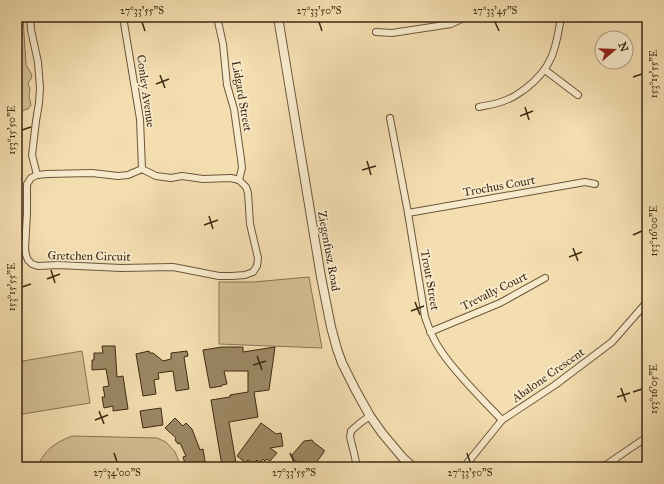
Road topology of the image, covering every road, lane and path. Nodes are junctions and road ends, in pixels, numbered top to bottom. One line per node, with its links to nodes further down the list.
1 (30, 17): 13 (street)
2 (123, 17): 12 (street, Conley Avenue)
3 (217, 17): 14 (street, Lidgard Street)
4 (278, 17): 20 (street, Ziegenfusz Road)
5 (466, 17): 7 (street)
6 (561, 17): 8 (street)
7 (376, 32)
8 (545, 70): 9 (street); 10 (street)
9 (578, 95)
10 (479, 108)
11 (390, 118): 16 (street, Trout Street)
12 (142, 170): 13 (street); 14 (street)
13 (37, 175): 14 (street, Gretchen Circuit)
14 (239, 180)
15 (594, 184): 16 (street, Trochus Court)
16 (408, 213): 19 (street, Trout Street)
17 (545, 278): 19 (street, Trevally Court)
18 (647, 302): 21 (street, Abalone Crescent)
19 (430, 332): 21 (street, Trout Street)
20 (370, 416): 23 (street); 24 (street, Ziegenfusz Road)
21 (502, 420): 25 (street, Abalone Crescent)
22 (647, 437): 26 (street)
23 (357, 467)
24 (413, 467)
25 (464, 467)
26 (603, 467)

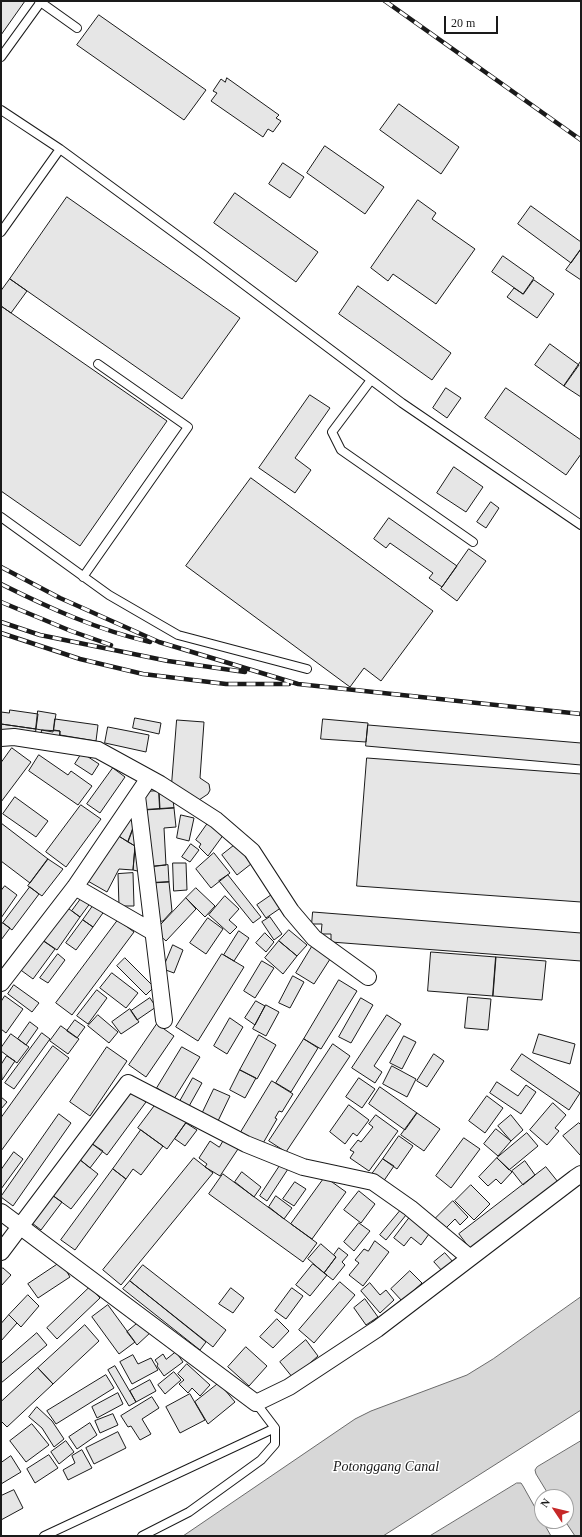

#### [Your goal]
Each entry above must be duplicated precisely; none of the pictures may be included.

#### [Exercise response]
Road topology of the image, covering every road, lane and path. Nodes are junctions and road ends, in pixels, numbered top to bottom. One line per node, with its links to nodes further down the list.
1 (30, 17): 13 (street)
2 (123, 17): 12 (street, Conley Avenue)
3 (217, 17): 14 (street, Lidgard Street)
4 (278, 17): 20 (street, Ziegenfusz Road)
5 (466, 17): 7 (street)
6 (561, 17): 8 (street)
7 (376, 32)
8 (545, 70): 9 (street); 10 (street)
9 (578, 95)
10 (479, 108)
11 (390, 118): 16 (street, Trout Street)
12 (142, 170): 13 (street); 14 (street)
13 (37, 175): 14 (street, Gretchen Circuit)
14 (239, 180)
15 (594, 184): 16 (street, Trochus Court)
16 (408, 213): 19 (street, Trout Street)
17 (545, 278): 19 (street, Trevally Court)
18 (647, 302): 21 (street, Abalone Crescent)
19 (430, 332): 21 (street, Trout Street)
20 (370, 416): 23 (street); 24 (street, Ziegenfusz Road)
21 (502, 420): 25 (street, Abalone Crescent)
22 (647, 437): 26 (street)
23 (357, 467)
24 (413, 467)
25 (464, 467)
26 (603, 467)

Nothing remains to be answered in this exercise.